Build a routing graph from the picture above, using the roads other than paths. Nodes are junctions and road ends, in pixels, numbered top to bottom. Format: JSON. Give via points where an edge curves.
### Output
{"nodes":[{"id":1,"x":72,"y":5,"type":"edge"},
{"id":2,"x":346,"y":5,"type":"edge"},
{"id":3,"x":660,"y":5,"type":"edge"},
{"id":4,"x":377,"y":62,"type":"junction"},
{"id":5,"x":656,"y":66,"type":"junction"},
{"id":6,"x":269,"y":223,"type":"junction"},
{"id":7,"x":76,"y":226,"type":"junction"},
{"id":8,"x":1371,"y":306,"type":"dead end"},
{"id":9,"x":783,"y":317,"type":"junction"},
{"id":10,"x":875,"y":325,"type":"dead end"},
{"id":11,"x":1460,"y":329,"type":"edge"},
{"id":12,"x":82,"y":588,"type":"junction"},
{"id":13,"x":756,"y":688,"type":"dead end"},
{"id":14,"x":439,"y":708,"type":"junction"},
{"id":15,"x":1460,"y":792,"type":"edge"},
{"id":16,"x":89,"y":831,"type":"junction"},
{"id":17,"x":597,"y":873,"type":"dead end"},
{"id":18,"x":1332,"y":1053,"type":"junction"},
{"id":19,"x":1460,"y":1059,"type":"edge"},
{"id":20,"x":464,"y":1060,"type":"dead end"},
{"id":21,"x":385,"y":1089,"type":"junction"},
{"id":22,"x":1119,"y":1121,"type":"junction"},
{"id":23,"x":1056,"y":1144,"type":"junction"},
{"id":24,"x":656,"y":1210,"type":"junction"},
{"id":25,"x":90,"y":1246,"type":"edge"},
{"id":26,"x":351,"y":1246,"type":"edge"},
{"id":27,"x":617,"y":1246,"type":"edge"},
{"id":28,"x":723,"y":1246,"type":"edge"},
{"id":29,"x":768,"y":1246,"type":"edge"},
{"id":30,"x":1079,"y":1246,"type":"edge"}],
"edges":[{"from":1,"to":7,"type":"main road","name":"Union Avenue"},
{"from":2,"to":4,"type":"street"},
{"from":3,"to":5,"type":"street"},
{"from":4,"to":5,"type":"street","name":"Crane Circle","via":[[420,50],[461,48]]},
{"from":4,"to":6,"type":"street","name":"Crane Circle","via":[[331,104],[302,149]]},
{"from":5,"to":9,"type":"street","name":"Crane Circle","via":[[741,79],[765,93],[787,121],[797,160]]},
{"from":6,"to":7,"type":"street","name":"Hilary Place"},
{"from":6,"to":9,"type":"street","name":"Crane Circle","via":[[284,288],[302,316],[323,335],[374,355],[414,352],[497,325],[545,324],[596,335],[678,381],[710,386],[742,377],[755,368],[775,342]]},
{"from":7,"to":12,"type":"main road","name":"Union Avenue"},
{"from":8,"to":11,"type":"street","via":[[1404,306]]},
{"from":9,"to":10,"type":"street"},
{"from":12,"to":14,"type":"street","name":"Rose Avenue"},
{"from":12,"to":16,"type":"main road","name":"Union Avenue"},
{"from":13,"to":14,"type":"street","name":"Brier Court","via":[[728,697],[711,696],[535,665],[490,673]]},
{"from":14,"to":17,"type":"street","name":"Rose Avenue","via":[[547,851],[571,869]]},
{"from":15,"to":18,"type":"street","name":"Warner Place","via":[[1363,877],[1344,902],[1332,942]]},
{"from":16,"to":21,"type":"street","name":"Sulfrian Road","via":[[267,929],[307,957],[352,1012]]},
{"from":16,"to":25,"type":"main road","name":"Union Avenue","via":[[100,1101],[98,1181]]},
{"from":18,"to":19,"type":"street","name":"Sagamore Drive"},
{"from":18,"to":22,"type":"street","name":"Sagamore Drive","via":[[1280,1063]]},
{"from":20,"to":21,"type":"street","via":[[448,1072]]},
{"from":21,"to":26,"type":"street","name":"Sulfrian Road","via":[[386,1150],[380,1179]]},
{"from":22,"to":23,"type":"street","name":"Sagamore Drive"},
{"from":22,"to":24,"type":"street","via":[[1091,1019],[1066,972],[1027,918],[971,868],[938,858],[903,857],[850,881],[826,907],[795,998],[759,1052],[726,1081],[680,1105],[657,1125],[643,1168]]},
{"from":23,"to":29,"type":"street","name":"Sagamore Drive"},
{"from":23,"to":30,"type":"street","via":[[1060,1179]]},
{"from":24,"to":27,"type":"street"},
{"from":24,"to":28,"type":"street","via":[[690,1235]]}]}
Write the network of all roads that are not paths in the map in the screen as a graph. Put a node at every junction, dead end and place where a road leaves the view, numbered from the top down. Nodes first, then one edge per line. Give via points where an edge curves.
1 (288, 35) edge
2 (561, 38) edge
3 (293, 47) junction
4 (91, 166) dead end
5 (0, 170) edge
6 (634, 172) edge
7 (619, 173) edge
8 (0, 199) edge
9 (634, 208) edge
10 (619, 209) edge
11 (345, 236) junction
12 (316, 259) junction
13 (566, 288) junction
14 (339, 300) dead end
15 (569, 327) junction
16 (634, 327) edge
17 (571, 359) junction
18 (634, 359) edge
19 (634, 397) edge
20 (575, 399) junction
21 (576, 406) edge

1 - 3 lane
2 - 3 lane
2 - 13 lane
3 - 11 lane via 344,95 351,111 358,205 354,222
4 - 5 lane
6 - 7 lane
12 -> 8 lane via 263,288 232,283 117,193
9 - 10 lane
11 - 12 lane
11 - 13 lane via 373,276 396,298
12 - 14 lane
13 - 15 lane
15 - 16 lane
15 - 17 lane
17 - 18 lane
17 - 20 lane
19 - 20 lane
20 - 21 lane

=======

# Problem:
Please reproduce the records above in their entirety, exactly as given.

# Finished exercise:
Build a routing graph from the picture above, using the roads other than paths. Nodes are junctions and road ends, in pixels, numbered top to bottom. Format: JSON. Give via points where an edge curves.
### Output
{"nodes":[{"id":1,"x":72,"y":5,"type":"edge"},
{"id":2,"x":346,"y":5,"type":"edge"},
{"id":3,"x":660,"y":5,"type":"edge"},
{"id":4,"x":377,"y":62,"type":"junction"},
{"id":5,"x":656,"y":66,"type":"junction"},
{"id":6,"x":269,"y":223,"type":"junction"},
{"id":7,"x":76,"y":226,"type":"junction"},
{"id":8,"x":1371,"y":306,"type":"dead end"},
{"id":9,"x":783,"y":317,"type":"junction"},
{"id":10,"x":875,"y":325,"type":"dead end"},
{"id":11,"x":1460,"y":329,"type":"edge"},
{"id":12,"x":82,"y":588,"type":"junction"},
{"id":13,"x":756,"y":688,"type":"dead end"},
{"id":14,"x":439,"y":708,"type":"junction"},
{"id":15,"x":1460,"y":792,"type":"edge"},
{"id":16,"x":89,"y":831,"type":"junction"},
{"id":17,"x":597,"y":873,"type":"dead end"},
{"id":18,"x":1332,"y":1053,"type":"junction"},
{"id":19,"x":1460,"y":1059,"type":"edge"},
{"id":20,"x":464,"y":1060,"type":"dead end"},
{"id":21,"x":385,"y":1089,"type":"junction"},
{"id":22,"x":1119,"y":1121,"type":"junction"},
{"id":23,"x":1056,"y":1144,"type":"junction"},
{"id":24,"x":656,"y":1210,"type":"junction"},
{"id":25,"x":90,"y":1246,"type":"edge"},
{"id":26,"x":351,"y":1246,"type":"edge"},
{"id":27,"x":617,"y":1246,"type":"edge"},
{"id":28,"x":723,"y":1246,"type":"edge"},
{"id":29,"x":768,"y":1246,"type":"edge"},
{"id":30,"x":1079,"y":1246,"type":"edge"}],
"edges":[{"from":1,"to":7,"type":"main road","name":"Union Avenue"},
{"from":2,"to":4,"type":"street"},
{"from":3,"to":5,"type":"street"},
{"from":4,"to":5,"type":"street","name":"Crane Circle","via":[[420,50],[461,48]]},
{"from":4,"to":6,"type":"street","name":"Crane Circle","via":[[331,104],[302,149]]},
{"from":5,"to":9,"type":"street","name":"Crane Circle","via":[[741,79],[765,93],[787,121],[797,160]]},
{"from":6,"to":7,"type":"street","name":"Hilary Place"},
{"from":6,"to":9,"type":"street","name":"Crane Circle","via":[[284,288],[302,316],[323,335],[374,355],[414,352],[497,325],[545,324],[596,335],[678,381],[710,386],[742,377],[755,368],[775,342]]},
{"from":7,"to":12,"type":"main road","name":"Union Avenue"},
{"from":8,"to":11,"type":"street","via":[[1404,306]]},
{"from":9,"to":10,"type":"street"},
{"from":12,"to":14,"type":"street","name":"Rose Avenue"},
{"from":12,"to":16,"type":"main road","name":"Union Avenue"},
{"from":13,"to":14,"type":"street","name":"Brier Court","via":[[728,697],[711,696],[535,665],[490,673]]},
{"from":14,"to":17,"type":"street","name":"Rose Avenue","via":[[547,851],[571,869]]},
{"from":15,"to":18,"type":"street","name":"Warner Place","via":[[1363,877],[1344,902],[1332,942]]},
{"from":16,"to":21,"type":"street","name":"Sulfrian Road","via":[[267,929],[307,957],[352,1012]]},
{"from":16,"to":25,"type":"main road","name":"Union Avenue","via":[[100,1101],[98,1181]]},
{"from":18,"to":19,"type":"street","name":"Sagamore Drive"},
{"from":18,"to":22,"type":"street","name":"Sagamore Drive","via":[[1280,1063]]},
{"from":20,"to":21,"type":"street","via":[[448,1072]]},
{"from":21,"to":26,"type":"street","name":"Sulfrian Road","via":[[386,1150],[380,1179]]},
{"from":22,"to":23,"type":"street","name":"Sagamore Drive"},
{"from":22,"to":24,"type":"street","via":[[1091,1019],[1066,972],[1027,918],[971,868],[938,858],[903,857],[850,881],[826,907],[795,998],[759,1052],[726,1081],[680,1105],[657,1125],[643,1168]]},
{"from":23,"to":29,"type":"street","name":"Sagamore Drive"},
{"from":23,"to":30,"type":"street","via":[[1060,1179]]},
{"from":24,"to":27,"type":"street"},
{"from":24,"to":28,"type":"street","via":[[690,1235]]}]}
Write the network of all roads that are not paths in the map in the screen as a graph. Put a node at every junction, dead end and place where a road leaves the view, numbered from the top down. Nodes first, then one edge per line. Give via points where an edge curves.
1 (288, 35) edge
2 (561, 38) edge
3 (293, 47) junction
4 (91, 166) dead end
5 (0, 170) edge
6 (634, 172) edge
7 (619, 173) edge
8 (0, 199) edge
9 (634, 208) edge
10 (619, 209) edge
11 (345, 236) junction
12 (316, 259) junction
13 (566, 288) junction
14 (339, 300) dead end
15 (569, 327) junction
16 (634, 327) edge
17 (571, 359) junction
18 (634, 359) edge
19 (634, 397) edge
20 (575, 399) junction
21 (576, 406) edge

1 - 3 lane
2 - 3 lane
2 - 13 lane
3 - 11 lane via 344,95 351,111 358,205 354,222
4 - 5 lane
6 - 7 lane
12 -> 8 lane via 263,288 232,283 117,193
9 - 10 lane
11 - 12 lane
11 - 13 lane via 373,276 396,298
12 - 14 lane
13 - 15 lane
15 - 16 lane
15 - 17 lane
17 - 18 lane
17 - 20 lane
19 - 20 lane
20 - 21 lane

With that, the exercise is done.